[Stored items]
▬▬▬

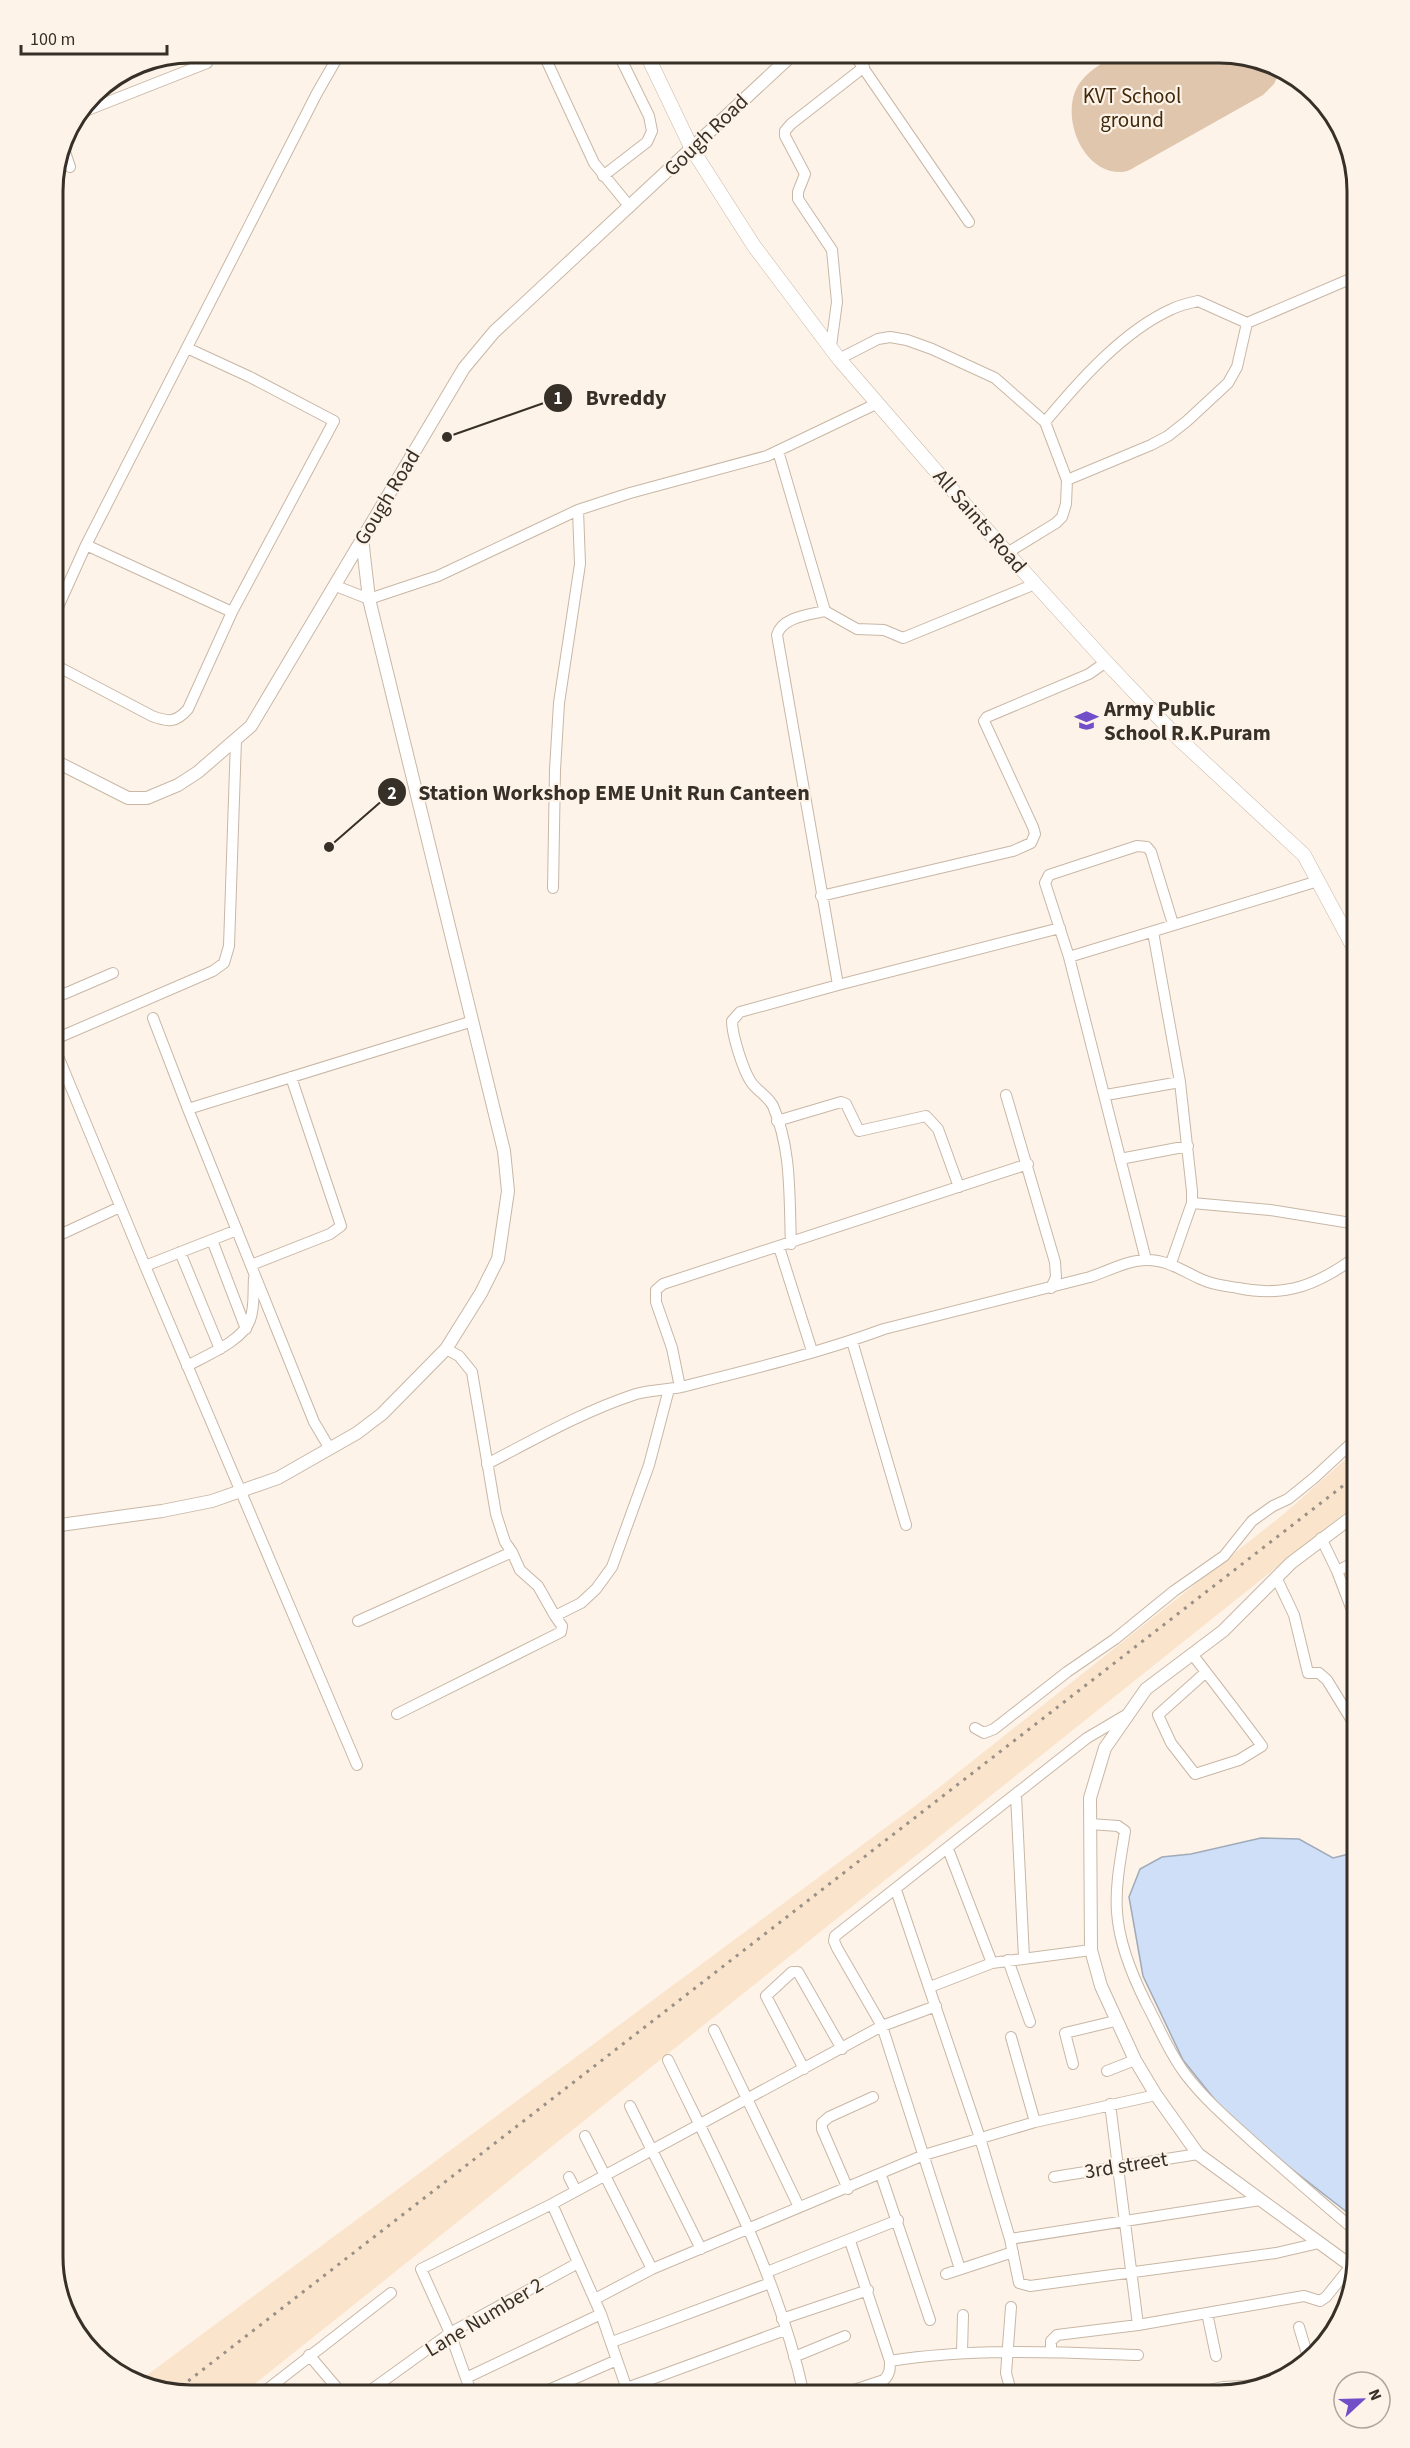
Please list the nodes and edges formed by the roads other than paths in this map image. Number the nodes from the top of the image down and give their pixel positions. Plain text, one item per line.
1 (207, 63) dead end
2 (334, 63) edge
3 (548, 63) edge
4 (623, 63) edge
5 (651, 63) edge
6 (783, 63) edge
7 (861, 63) edge
8 (864, 67) junction
9 (95, 107) edge
10 (692, 149) junction
11 (67, 159) edge
12 (69, 167) dead end
13 (603, 176) junction
14 (630, 207) junction
15 (969, 222) dead end
16 (1347, 281) edge
17 (1247, 323) junction
18 (831, 346) junction
19 (187, 348) junction
20 (839, 359) junction
21 (878, 403) junction
22 (1045, 422) junction
23 (778, 451) junction
24 (1067, 480) junction
25 (578, 510) junction
26 (362, 538) junction
27 (86, 545) junction
28 (1007, 553) junction
29 (1035, 584) junction
30 (336, 586) junction
31 (63, 596) edge
32 (369, 598) junction
33 (825, 611) junction
34 (232, 612) junction
35 (1106, 662) junction
36 (63, 669) edge
37 (237, 740) junction
38 (63, 765) edge
39 (1318, 881) junction
40 (553, 888) dead end
41 (821, 896) junction
42 (1173, 924) junction
43 (1060, 928) junction
44 (1153, 932) junction
45 (1347, 934) edge
46 (1069, 957) junction
47 (113, 973) dead end
48 (838, 985) junction
49 (63, 994) edge
50 (153, 1018) dead end
51 (473, 1021) junction
52 (63, 1038) edge
53 (63, 1067) edge
54 (291, 1077) junction
55 (1180, 1082) junction
56 (1006, 1095) dead end
57 (1106, 1095) junction
58 (188, 1109) junction
59 (777, 1121) junction
60 (1188, 1146) junction
61 (1120, 1159) junction
62 (1028, 1164) junction
63 (959, 1187) junction
64 (1192, 1203) junction
65 (120, 1207) junction
66 (1347, 1222) edge
67 (237, 1230) junction
68 (63, 1233) edge
69 (212, 1240) junction
70 (791, 1244) junction
71 (779, 1247) junction
72 (180, 1252) junction
73 (1146, 1260) junction
74 (1171, 1263) junction
75 (1347, 1263) edge
76 (145, 1266) junction
77 (253, 1269) junction
78 (1051, 1288) junction
79 (246, 1329) junction
80 (852, 1341) junction
81 (220, 1349) junction
82 (446, 1349) junction
83 (812, 1351) junction
84 (187, 1365) junction
85 (675, 1388) junction
86 (1347, 1448) edge
87 (330, 1449) junction
88 (487, 1464) junction
89 (240, 1491) junction
90 (1347, 1520) edge
91 (63, 1525) edge
92 (906, 1525) dead end
93 (1321, 1538) junction
94 (512, 1552) junction
95 (1347, 1566) edge
96 (1337, 1571) junction
97 (1276, 1577) junction
98 (1347, 1596) edge
99 (555, 1616) junction
100 (358, 1621) dead end
101 (1192, 1654) junction
102 (1206, 1672) junction
103 (1347, 1712) edge
104 (397, 1714) dead end
105 (1126, 1715) junction
106 (975, 1728) dead end
107 (357, 1765) dead end
108 (1016, 1795) junction
109 (1090, 1824) junction
110 (948, 1849) junction
111 (896, 1890) junction
112 (1091, 1950) junction
113 (1024, 1958) junction
114 (1008, 1960) junction
115 (992, 1963) junction
116 (930, 1987) junction
117 (936, 2006) junction
118 (1115, 2021) junction
119 (1030, 2022) dead end
120 (882, 2026) junction
121 (714, 2030) dead end
122 (1011, 2037) dead end
123 (842, 2049) junction
124 (668, 2060) dead end
125 (1135, 2060) junction
126 (1073, 2064) dead end
127 (804, 2069) junction
128 (1107, 2071) dead end
129 (1156, 2095) junction
130 (873, 2097) dead end
131 (749, 2098) junction
132 (1110, 2104) junction
133 (630, 2106) dead end
134 (1035, 2122) junction
135 (700, 2126) junction
136 (585, 2136) dead end
137 (980, 2138) junction
138 (652, 2151) junction
139 (1198, 2154) junction
140 (924, 2155) junction
141 (1118, 2166) junction
142 (881, 2175) junction
143 (606, 2176) junction
144 (570, 2177) dead end
145 (1054, 2177) dead end
146 (848, 2189) junction
147 (576, 2191) junction
148 (1260, 2200) junction
149 (552, 2205) junction
150 (799, 2207) junction
151 (898, 2220) junction
152 (1124, 2220) junction
153 (1347, 2223) edge
154 (750, 2229) junction
155 (1010, 2239) junction
156 (850, 2241) junction
157 (1319, 2243) junction
158 (701, 2249) junction
159 (1013, 2252) junction
160 (578, 2263) junction
161 (1347, 2263) edge
162 (652, 2269) junction
163 (960, 2269) junction
164 (1131, 2273) junction
165 (946, 2274) dead end
166 (1346, 2275) edge
167 (768, 2277) junction
168 (868, 2290) junction
169 (391, 2292) dead end
170 (595, 2299) junction
171 (1011, 2307) dead end
172 (1207, 2313) junction
173 (601, 2314) junction
174 (963, 2314) dead end
175 (930, 2320) dead end
176 (783, 2325) junction
177 (1138, 2325) junction
178 (1299, 2327) dead end
179 (450, 2333) junction
180 (845, 2336) dead end
181 (612, 2342) junction
182 (1009, 2350) junction
183 (1306, 2350) edge
184 (962, 2352) junction
185 (1051, 2352) junction
186 (309, 2355) junction
187 (1138, 2355) dead end
188 (1216, 2356) dead end
189 (794, 2357) junction
190 (617, 2360) junction
191 (890, 2361) junction
192 (466, 2378) junction
193 (272, 2385) edge
194 (334, 2385) edge
195 (378, 2385) edge
196 (468, 2385) edge
197 (560, 2385) edge
198 (626, 2385) edge
199 (644, 2385) edge
200 (801, 2385) edge
201 (869, 2385) edge
202 (1009, 2385) edge

1 - 9 street
2 - 19 street
3 - 13 street
4 - 13 street
5 - 10 main road, All Saints Road
6 - 10 street, Gough Road
7 - 8 street
8 - 15 street
8 - 18 street
10 - 14 street, Gough Road
10 - 18 main road, All Saints Road
11 - 12 street
13 - 14 street
14 - 26 street, Gough Road
16 - 17 street
17 - 22 street
17 - 24 street
18 - 20 main road, All Saints Road
19 - 27 street
19 - 34 street
20 - 21 main road, All Saints Road
20 - 22 street
21 - 23 street
21 - 28 main road, All Saints Road
22 - 24 street
23 - 25 street
23 - 33 street
24 - 28 street
25 - 32 street
25 - 40 street
26 - 30 street, Gough Road
26 - 32 street
27 - 31 street
27 - 34 street
28 - 29 main road, All Saints Road
29 - 33 street
29 - 35 main road, All Saints Road
30 - 32 street
30 - 37 street, Gough Road
32 - 51 street
33 - 41 street
34 - 36 street
35 - 39 main road, All Saints Road
35 - 41 street
37 - 38 street, Gough Road
37 - 52 street
39 - 42 street
39 - 45 main road, All Saints Road
41 - 48 street
42 - 43 street
42 - 44 street
43 - 46 street
43 - 48 street
44 - 46 street
44 - 55 street
46 - 57 street
47 - 49 street
48 - 59 street
50 - 58 street
51 - 54 street
51 - 82 street
53 - 65 street
54 - 58 street
54 - 77 street
55 - 57 street
55 - 60 street
56 - 62 street
57 - 61 street
58 - 67 street
59 - 63 street
59 - 70 street
60 - 61 street
60 - 64 street
61 - 73 street
62 - 63 street
62 - 78 street
63 - 70 street
64 - 66 street
64 - 74 street
65 - 68 street
65 - 76 street
67 - 69 street
67 - 77 street
69 - 72 street
69 - 79 street
70 - 71 street
71 - 83 street
71 - 85 street
72 - 76 street
72 - 81 street
73 - 74 street
73 - 78 street
74 - 75 street
76 - 84 street
77 - 79 street
77 - 87 street
78 - 80 street
79 - 81 street
80 - 83 street
80 - 92 street
81 - 84 street
82 - 87 street
82 - 88 street
83 - 85 street
84 - 89 street
85 - 88 street
85 - 99 street
86 - 106 street
87 - 89 street
88 - 94 street
89 - 91 street
89 - 107 street
90 - 93 street
93 - 96 street
93 - 97 street
94 - 99 street
94 - 100 street
95 - 96 street
96 - 98 street
97 - 101 street
97 - 103 street
99 - 104 street
101 - 102 street
101 - 105 street
102 - 102 street
105 - 108 street
105 - 109 street
108 - 110 street
108 - 113 street
109 - 112 street
109 - 153 street
110 - 111 street
110 - 115 street
111 - 116 street
111 - 120 street
112 - 113 street
112 - 118 street
113 - 114 street
114 - 115 street
114 - 119 street
115 - 116 street
116 - 117 street
117 - 120 street
117 - 137 street
118 - 125 street
118 - 126 street
120 - 123 street
120 - 140 street
121 - 131 street
122 - 134 street
123 - 127 street
123 - 127 street
124 - 135 street
125 - 128 street
125 - 129 street
127 - 131 street
129 - 132 street
129 - 139 street
130 - 146 street
131 - 135 street
131 - 150 street
132 - 134 street
132 - 141 street
133 - 138 street
134 - 137 street
135 - 138 street
135 - 154 street
136 - 143 street
137 - 140 street
137 - 155 street
138 - 143 street
138 - 158 street
139 - 141 street, 3rd street
139 - 148 street
140 - 142 street
140 - 163 street
141 - 145 street, 3rd street
141 - 152 street
142 - 146 street
142 - 151 street
143 - 147 street
143 - 162 street
144 - 147 street
146 - 150 street
147 - 149 street
148 - 152 street
148 - 157 street
149 - 160 street
149 - 179 street
150 - 154 street
151 - 156 street
151 - 175 street
152 - 155 street
152 - 164 street
154 - 158 street
154 - 167 street
155 - 159 street
156 - 167 street
156 - 168 street
157 - 161 street
157 - 164 street
158 - 162 street
159 - 163 street
159 - 164 street
160 - 170 street
160 - 179 street, Lane Number 2
162 - 170 street
163 - 165 street
164 - 177 street
166 - 172 street
167 - 176 street
167 - 181 street
168 - 176 street
168 - 191 street
169 - 186 street
170 - 173 street
171 - 182 street
172 - 177 street
172 - 188 street
173 - 181 street
173 - 192 street
174 - 184 street
176 - 189 street
176 - 199 street
177 - 185 street
178 - 183 street
179 - 192 street
179 - 195 street, Lane Number 2
180 - 189 street
181 - 190 street
182 - 184 street
182 - 185 street
182 - 202 street
184 - 191 street
185 - 187 street
186 - 193 street
186 - 194 street
189 - 200 street
190 - 197 street
190 - 198 street
191 - 201 street
192 - 196 street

▬▬▬

▶ [Task goal]: Copy out every line of the data that includes "Saints".

▶ [Written solution]:
5 - 10 main road, All Saints Road
10 - 18 main road, All Saints Road
18 - 20 main road, All Saints Road
20 - 21 main road, All Saints Road
21 - 28 main road, All Saints Road
28 - 29 main road, All Saints Road
29 - 35 main road, All Saints Road
35 - 39 main road, All Saints Road
39 - 45 main road, All Saints Road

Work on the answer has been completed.